Streitgegenständlich sind im Berufungsverfahren drei Teilzeiträume vom 01.04.2020 bis 31.07.2020, vom 01.08.2020 bis 31.01.2021 und vom 01.02.2021 bis 31.07.2021. Streitgegenstand sind insoweit der Bescheid über die endgültige Bewilligung vom 31.03.2020 in der Fassung des Aufhebungsbescheides vom 23.07.2020 in der Gestalt des Widerspruchsbescheides vom 27.08.2020 (für die Zeit von April bis Juli 2020), der Bescheid über die vorläufige Bewilligung vom 30.07.2020 in der Fassung des Änderungsbescheides vom 30.11.2020 in der Gestalt des Widerspruchsbescheides vom 17.12.2020 (für die Zeit von August 2020 bis Januar 2021) und der Bescheid über die vorläufige Bewilligung vom 02.02.2021 in der Gestalt des Widerspruchsbescheides vom 31.05.2021 (für die Zeit von Februar bis Juli 2021). Der Kläger begehrt nach seinem Vorbringen für den Gesamtzeitraum endgültig weitere Leistungen in Höhe von 375,- Euro monatlich. Auch für die Zeit von August 2020 bis Juli 2021 liegen zwischenzeitlich endgültige Bewilligungen vor, da die mit Bescheid vom 30.07.2020 in der Fassung des Änderungsbescheides vom 30.11.2020 und mit Bescheid vom 02.02.2021 vorläufig bewilligten Leistungen gemäß
§ 41a Abs. 5 Satz 1 SGB II zwischenzeitlich als abschließend festgesetzt gelten. Eine abschließende Entscheidung nach § 41a Abs. 3 Satz 1 SGB II ist jeweils binnen eines Jahres nach Ablauf des Bewilligungszeitraums (also bis Januar 2022 bzw. bis Juli 2022) nicht ergangen. Wegen der Übergangsregelung in § 67 Abs. 1, Abs. 4 Satz 2 SGB II wäre über den monatlichen Leistungsanspruch für den genannten Zeitraum ohnehin nur auf Antrag des Klägers abschließend zu entscheiden gewesen.

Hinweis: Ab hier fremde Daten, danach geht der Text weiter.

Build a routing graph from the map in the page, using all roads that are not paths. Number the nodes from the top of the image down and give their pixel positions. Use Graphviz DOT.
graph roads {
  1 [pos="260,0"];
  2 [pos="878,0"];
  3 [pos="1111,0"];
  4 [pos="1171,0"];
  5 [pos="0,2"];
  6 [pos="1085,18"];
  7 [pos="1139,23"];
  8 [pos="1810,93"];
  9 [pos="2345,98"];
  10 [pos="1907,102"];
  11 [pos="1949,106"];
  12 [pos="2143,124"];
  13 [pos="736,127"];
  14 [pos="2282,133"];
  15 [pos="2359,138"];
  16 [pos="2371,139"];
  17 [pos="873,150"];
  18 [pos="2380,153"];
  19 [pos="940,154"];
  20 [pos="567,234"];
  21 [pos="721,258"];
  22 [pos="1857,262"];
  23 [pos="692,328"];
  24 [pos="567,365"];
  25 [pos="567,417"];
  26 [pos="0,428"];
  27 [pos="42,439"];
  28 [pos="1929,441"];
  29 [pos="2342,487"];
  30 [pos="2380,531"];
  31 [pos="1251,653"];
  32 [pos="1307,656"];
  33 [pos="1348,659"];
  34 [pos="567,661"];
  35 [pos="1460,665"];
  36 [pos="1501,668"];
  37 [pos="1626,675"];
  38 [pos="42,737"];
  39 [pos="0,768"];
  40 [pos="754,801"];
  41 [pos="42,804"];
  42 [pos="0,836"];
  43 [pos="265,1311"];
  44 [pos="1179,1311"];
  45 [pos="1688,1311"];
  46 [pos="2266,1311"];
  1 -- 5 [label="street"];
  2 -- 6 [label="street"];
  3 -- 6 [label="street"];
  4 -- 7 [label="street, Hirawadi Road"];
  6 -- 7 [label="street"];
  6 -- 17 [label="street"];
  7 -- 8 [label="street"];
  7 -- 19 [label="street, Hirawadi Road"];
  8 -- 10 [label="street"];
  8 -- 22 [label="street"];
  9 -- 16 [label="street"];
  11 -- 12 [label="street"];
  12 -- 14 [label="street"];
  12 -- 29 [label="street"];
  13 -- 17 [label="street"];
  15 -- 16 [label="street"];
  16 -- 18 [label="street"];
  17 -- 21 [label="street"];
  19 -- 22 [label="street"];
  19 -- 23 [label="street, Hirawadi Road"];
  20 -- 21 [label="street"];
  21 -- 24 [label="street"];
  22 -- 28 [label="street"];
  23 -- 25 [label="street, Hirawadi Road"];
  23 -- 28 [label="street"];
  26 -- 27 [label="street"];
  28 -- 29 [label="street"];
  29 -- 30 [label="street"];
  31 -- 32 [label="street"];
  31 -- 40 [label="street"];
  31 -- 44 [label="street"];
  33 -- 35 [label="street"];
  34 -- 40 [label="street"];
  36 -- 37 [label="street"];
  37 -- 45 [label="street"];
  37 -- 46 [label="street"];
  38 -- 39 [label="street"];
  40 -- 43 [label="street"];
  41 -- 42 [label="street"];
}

Die Berufung führt in der Sache nicht zum Erfolg. Zu Recht hat das Sozialgericht die jeweils als kombinierte Anfechtungs- und Leistungsklage (§ 54 Abs. 1, Abs. 4 SGG;
vgl. BSG, Urteil vom 11.11.2021 - B 14 AS 41/20 R, Rdnr. 11) statthaft erhobene Klage gegen die angefochtenen Bescheide abgewiesen. Der Bescheid vom 31.03.2020 in der Fassung des Aufhebungsbescheides vom 23.07.2020 in der Gestalt des Widerspruchsbescheides vom 27.08.2020, der Bescheid vom 30.07.2020 in der Fassung des Änderungsbescheides vom 30.11.2020 in der Gestalt des Widerspruchsbescheides vom 17.12.2020 sowie der Bescheid vom 02.02.2021 in der Gestalt des Widerspruchsbescheides vom 31.05.2021 ist jeweils rechtmäßig und verletzt den Kläger nicht in seinen Rechten. Der Kläger hat keinen Anspruch auf Gewährung höherer Leistungen nach dem SGB II in Höhe von weiteren 375,- Euro monatlich für die Zeit vom 01.04.2020 bis 31.07.2021. Der Senat konnte sich letztlich nicht die volle Überzeugung davon bilden, dass der Kläger in diesem Zeitraum einer ernsthaften Mietzinsforderung seiner Eltern ausgesetzt war.
Die erhobenen Klagen waren zulässig. Dies gilt auch für die ursprünglich unter dem Az.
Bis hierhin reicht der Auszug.